Tuesday’s contract is under Phase III of NASA’s Small Business Innovation Research program. It is a continuation of a prior SBIR dual-use contract with the Air Force, which NASA partially funded. The award will fund ICON’s Project Olympus to engage in research and development for space-based construction systems to support further space exploration. 

“In order to explore other worlds, we need innovative new technologies adapted to those environments and our exploration needs,” Niki Werkheiser, director of technology maturation in NASA’s Space Technology Mission Directorate, said. “Pushing this development forward with our commercial partners will create the capabilities we need for future missions.”

The new award will help ICON’s Olympus construction system, “which is designed to use local resources on the moon and Mars as building materials,” according to the announcement.

ICON will use a lunar gravity simulation flight to bring its technology into space. The company will also utilize samples of lunar regolith—a layer of debris covering the moon’s surface—to examine their behavior in simulated lunar gravity; this will help inform construction approaches. ICON noted that the technology “will help establish the critical infrastructure necessary for a sustainable lunar economy including, eventually, longer term lunar habitation.”

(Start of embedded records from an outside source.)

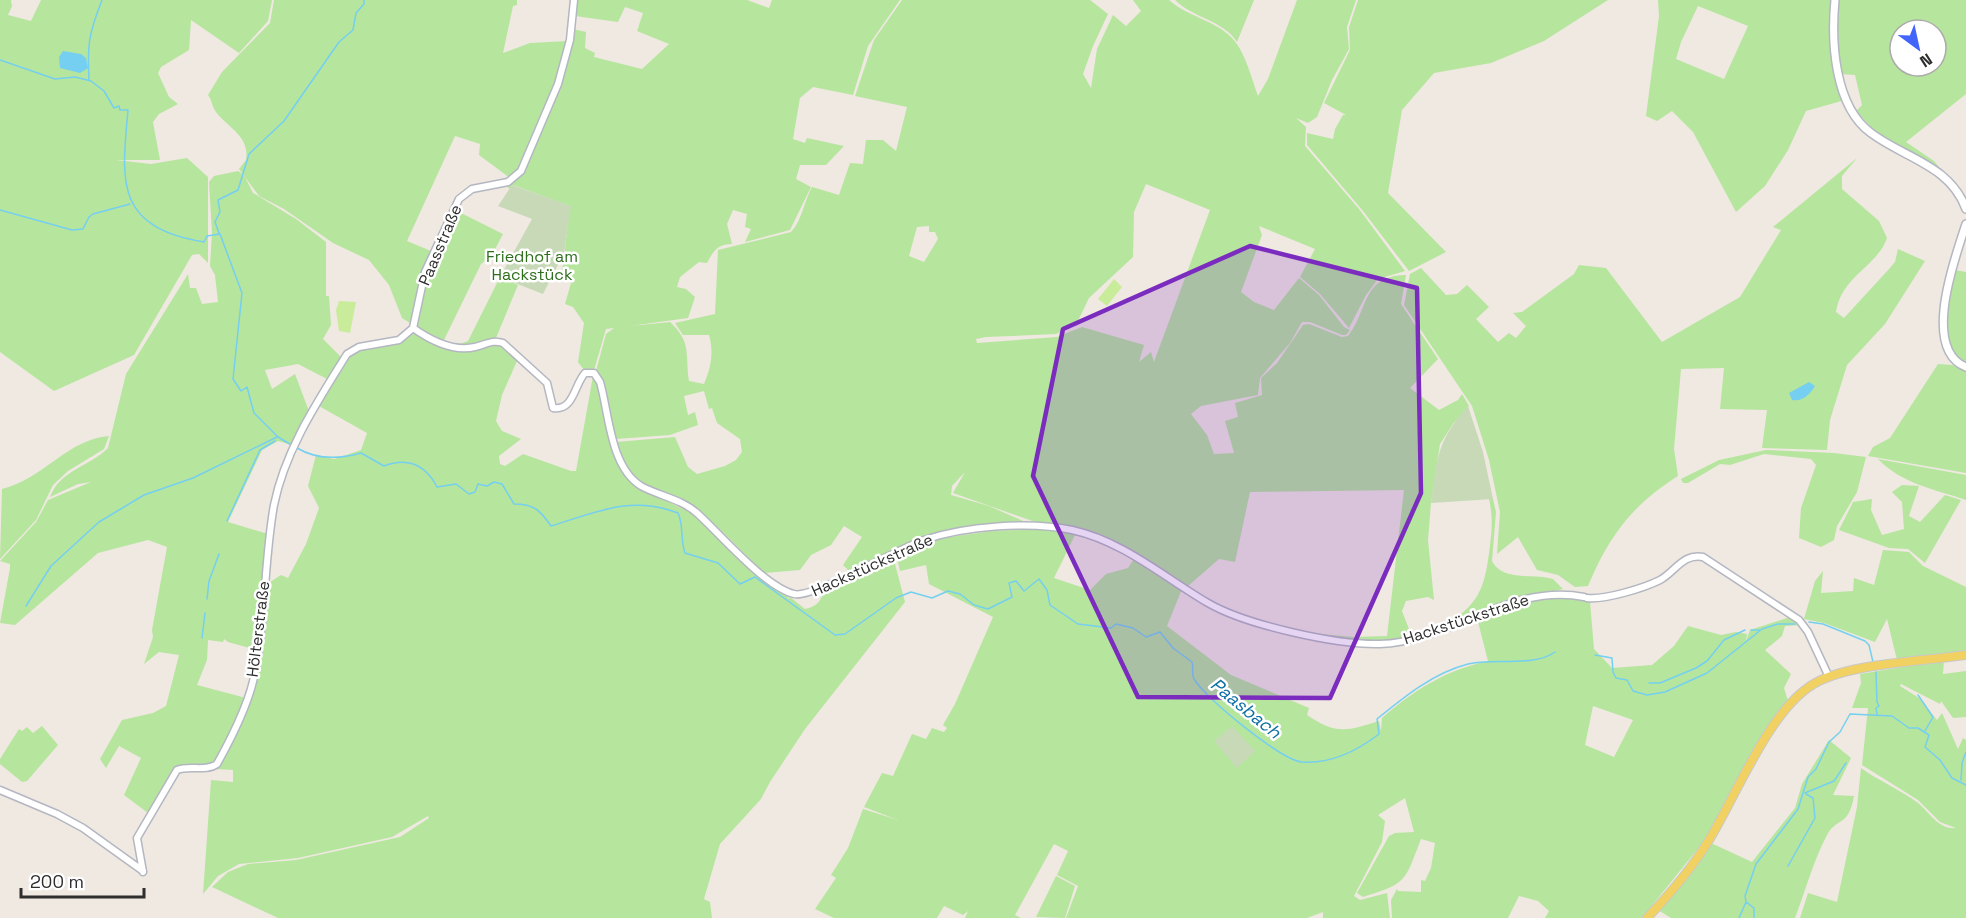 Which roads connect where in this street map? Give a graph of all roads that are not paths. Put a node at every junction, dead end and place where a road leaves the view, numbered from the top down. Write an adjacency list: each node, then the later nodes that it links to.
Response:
1 (574, 0): 5 (street, Paasstraße)
2 (1835, 0): 3 (main road)
3 (1966, 209)
4 (1966, 224): 6 (main road)
5 (413, 328): 8 (street, Hackstückstraße); 9 (street, Hölterstraße)
6 (1966, 367)
7 (1966, 655): 8 (main road)
8 (1830, 676): 10 (main road)
9 (0, 790)
10 (1647, 918) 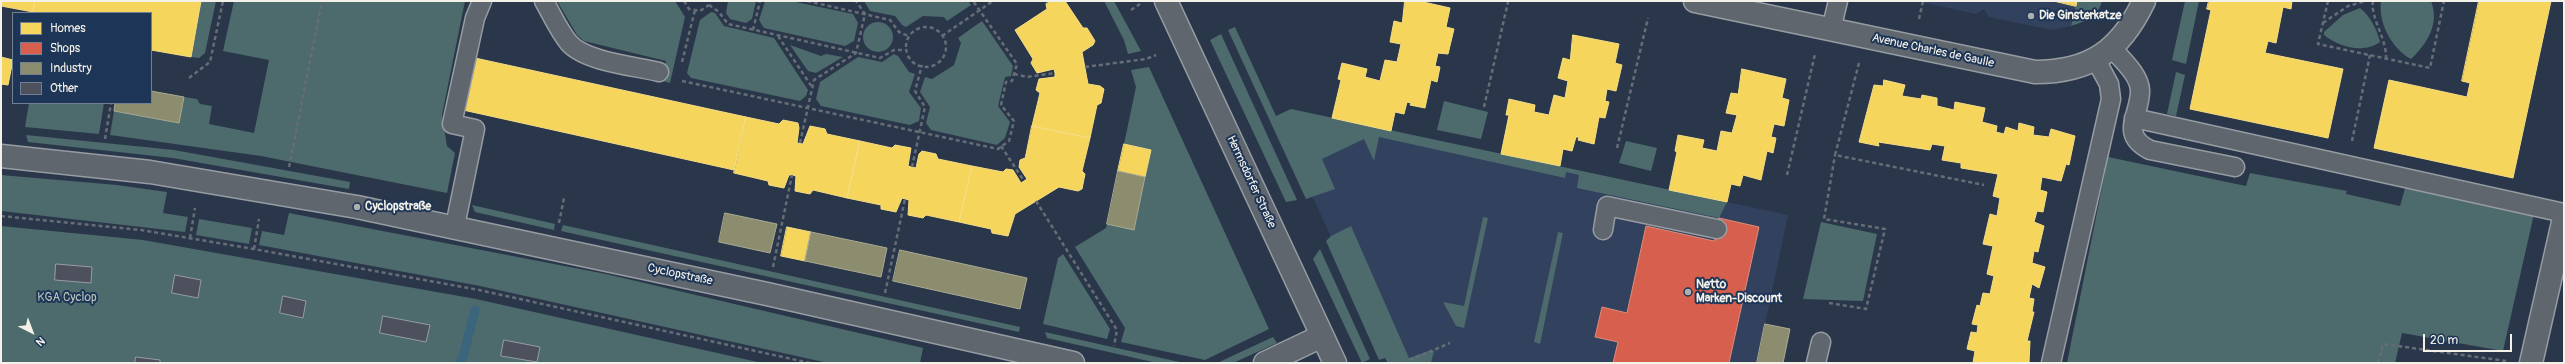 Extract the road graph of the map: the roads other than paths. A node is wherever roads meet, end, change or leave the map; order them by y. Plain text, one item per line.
1 (482, 1) edge
2 (544, 1) edge
3 (1166, 1) edge
4 (1695, 1) edge
5 (1838, 1) edge
6 (2144, 1) edge
7 (1831, 30) junction
8 (2104, 54) junction
9 (659, 72) dead end
10 (2134, 118) junction
11 (1, 156) edge
12 (2235, 167) dead end
13 (2564, 213) edge
14 (2564, 218) edge
15 (455, 226) junction
16 (1717, 229) dead end
17 (1602, 230) dead end
18 (1322, 336) junction
19 (1821, 342) dead end
20 (1073, 363) edge
21 (1265, 363) edge
22 (1335, 363) edge
23 (1816, 363) edge
24 (2051, 363) edge
25 (2531, 363) edge

1 - 15 lane
2 - 9 lane
3 - 18 street, Hermsdorfer Straße
4 - 7 street, Avenue Charles de Gaulle
5 - 7 lane
6 - 8 street
7 - 8 street, Avenue Charles de Gaulle
8 - 10 lane
8 - 24 lane
10 - 12 lane
10 - 13 lane
11 - 15 street, Cyclopstraße
14 - 25 street
15 - 20 street, Cyclopstraße
16 - 17 lane
18 - 21 street
18 - 22 street, Hermsdorfer Straße
19 - 23 lane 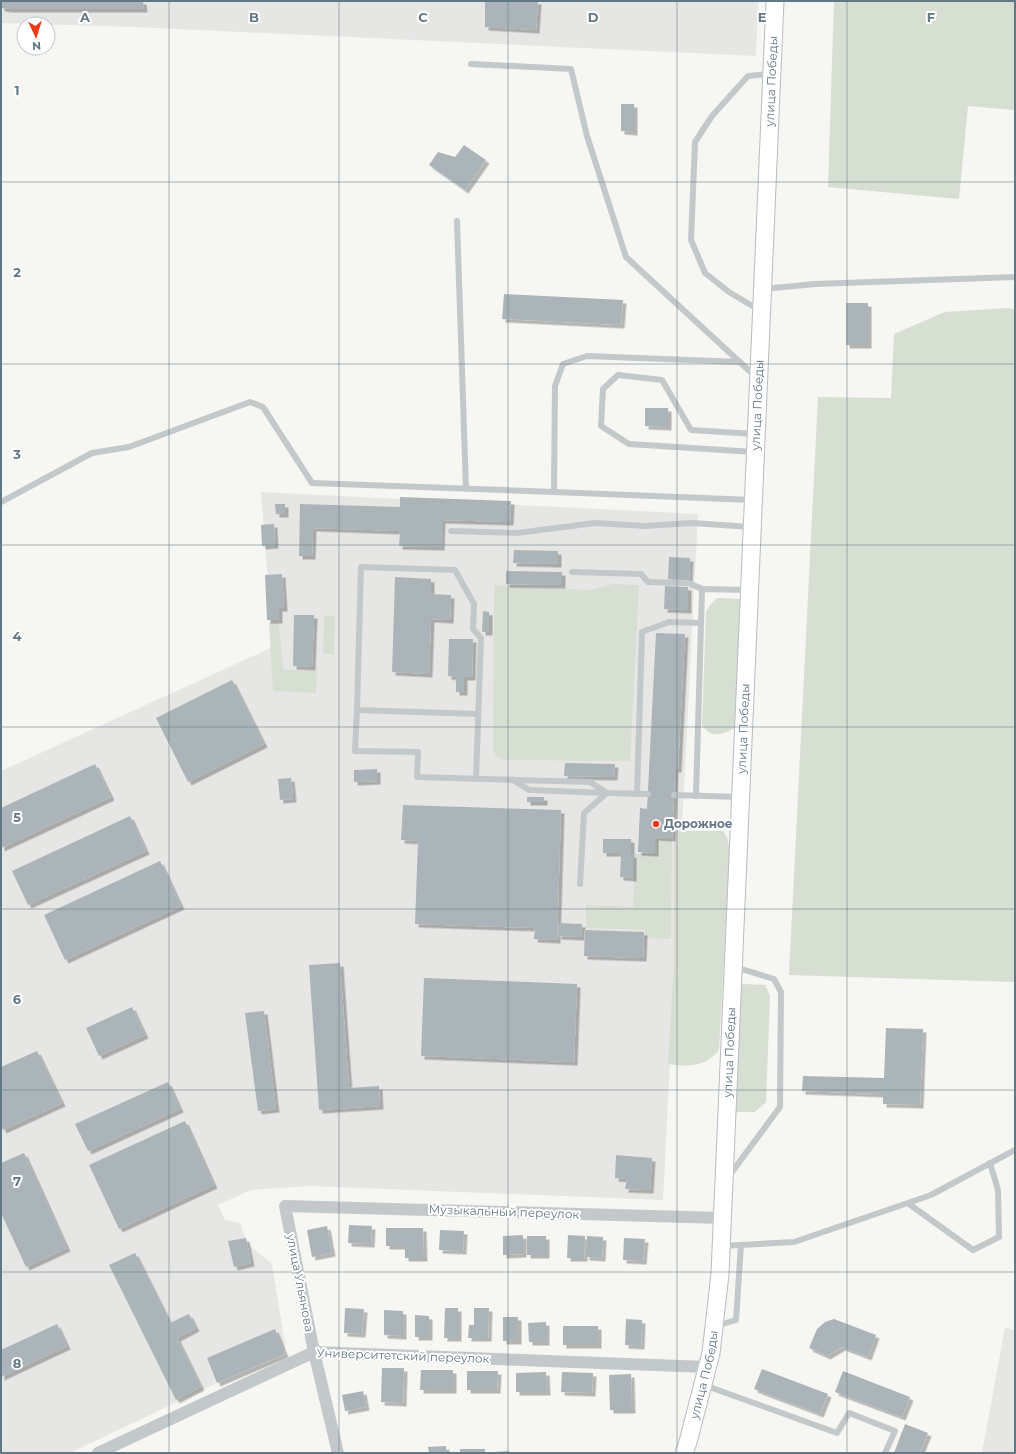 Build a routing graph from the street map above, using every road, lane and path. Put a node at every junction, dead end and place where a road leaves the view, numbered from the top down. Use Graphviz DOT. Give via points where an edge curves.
graph roads {
  1 [pos="775,1"];
  2 [pos="471,64"];
  3 [pos="772,74"];
  4 [pos="457,221"];
  5 [pos="1015,277"];
  6 [pos="763,289"];
  7 [pos="762,312"];
  8 [pos="740,362"];
  9 [pos="759,380"];
  10 [pos="757,434"];
  11 [pos="756,452"];
  12 [pos="466,489"];
  13 [pos="554,492"];
  14 [pos="754,500"];
  15 [pos="1,502"];
  16 [pos="753,527"];
  17 [pos="451,530"];
  18 [pos="572,572"];
  19 [pos="702,588"];
  20 [pos="750,590"];
  21 [pos="701,623"];
  22 [pos="357,710"];
  23 [pos="478,714"];
  24 [pos="476,779"];
  25 [pos="513,780"];
  26 [pos="607,793"];
  27 [pos="637,794"];
  28 [pos="648,794"];
  29 [pos="674,795"];
  30 [pos="696,796"];
  31 [pos="741,797"];
  32 [pos="580,884"];
  33 [pos="734,967"];
  34 [pos="1015,1150"];
  35 [pos="990,1163"];
  36 [pos="724,1182"];
  37 [pos="909,1204"];
  38 [pos="285,1206"];
  39 [pos="723,1218"];
  40 [pos="742,1245"];
  41 [pos="722,1246"];
  42 [pos="714,1327"];
  43 [pos="314,1352"];
  44 [pos="707,1367"];
  45 [pos="703,1385"];
  46 [pos="98,1453"];
  47 [pos="338,1453"];
  48 [pos="684,1453"];
  49 [pos="885,1453"];
  1 -- 3 [label="main road, улица Победы"];
  2 -- 8 [label="lane" via="571,69 587,136 626,257"];
  3 -- 6 [label="main road, улица Победы"];
  3 -- 7 [label="lane" via="748,76 712,116 695,142 691,240 705,273 729,292"];
  4 -- 12 [label="lane"];
  5 -- 6 [label="lane" via="815,284"];
  6 -- 7 [label="main road, улица Победы"];
  7 -- 9 [label="main road, улица Победы"];
  8 -- 9 [label="lane"];
  8 -- 13 [label="lane" via="587,356 564,364 555,386"];
  9 -- 10 [label="main road, улица Победы"];
  10 -- 11 [label="main road, улица Победы"];
  10 -- 11 [label="lane" via="691,430 662,380 618,375 603,389 601,426 629,444"];
  11 -- 14 [label="main road, улица Победы"];
  12 -- 13 [label="lane"];
  12 -- 15 [label="lane" via="312,483 263,407 250,402 129,447 92,453"];
  13 -- 14 [label="lane"];
  14 -- 16 [label="main road, улица Победы"];
  16 -- 17 [label="lane" via="692,523 645,526 595,523 517,532"];
  16 -- 20 [label="main road, улица Победы"];
  18 -- 19 [label="lane" via="641,574 648,582 689,583"];
  19 -- 20 [label="lane"];
  19 -- 21 [label="lane"];
  20 -- 31 [label="main road, улица Победы"];
  21 -- 27 [label="lane" via="669,622 642,632"];
  21 -- 30 [label="lane"];
  22 -- 23 [label="lane"];
  22 -- 23 [label="lane" via="361,567 369,567 455,570 474,604 473,629 481,638"];
  22 -- 24 [label="lane" via="355,751 418,752 417,777"];
  23 -- 24 [label="lane"];
  24 -- 25 [label="lane"];
  25 -- 26 [label="lane" via="529,790"];
  25 -- 26 [label="lane" via="590,782"];
  26 -- 27 [label="lane"];
  26 -- 32 [label="lane" via="584,813"];
  27 -- 28 [label="lane"];
  29 -- 30 [label="lane"];
  30 -- 31 [label="lane"];
  31 -- 33 [label="main road, улица Победы"];
  33 -- 36 [label="main road, улица Победы"];
  33 -- 36 [label="lane" via="774,979 781,992 780,1106"];
  34 -- 35 [label="lane"];
  35 -- 37 [label="lane"];
  35 -- 37 [label="lane" via="998,1190 999,1237 973,1250"];
  36 -- 39 [label="main road, улица Победы"];
  37 -- 40 [label="lane" via="794,1242"];
  38 -- 39 [label="street, Музыкальный переулок"];
  38 -- 43 [label="street, улица Ульянова"];
  39 -- 41 [label="main road, улица Победы"];
  40 -- 41 [label="lane"];
  40 -- 42 [label="lane" via="736,1320"];
  41 -- 42 [label="main road, улица Победы"];
  42 -- 44 [label="main road, улица Победы"];
  43 -- 44 [label="street, Университетский переулок"];
  43 -- 46 [label="street, Университетский переулок"];
  43 -- 47 [label="street, улица Ульянова"];
  44 -- 45 [label="main road, улица Победы"];
  45 -- 48 [label="main road, улица Победы"];
  45 -- 49 [label="lane" via="837,1433 849,1413 895,1431"];
}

“To change the space exploration paradigm from ‘there and back again’ to ‘there to stay,’ we’re going to need robust, resilient and broadly capable systems that can use the local resources of the moon and other planetary bodies,” Jason Ballard, ICON co-founder and CEO, said. “The final deliverable of this contract will be humanity’s first construction on another world, and that is going to be a pretty special achievement.”

ICON will work with NASA’s Marshall Space Flight Center under NASA’s Space Technology Mission Directorate’s Moon to Mars Planetary Autonomous Construction Technologies project. 

The award will expand ICON’s commercial activities and its work with NASA. For example, ICON 3-D printed a 1,700-square-foot Martian habitat simulation—the Mars Dune Alpha—that will be used for NASA’s Crew Health and Performance Analog mission in 2023.

As NASA looks to have astronauts return to the moon and eventually travel to Mars, the agency is also looking at creating a sustainable presence in outer space and establishing a long-term presence on the moon. As a result, building infrastructure on the moon is a necessary component towards that goal.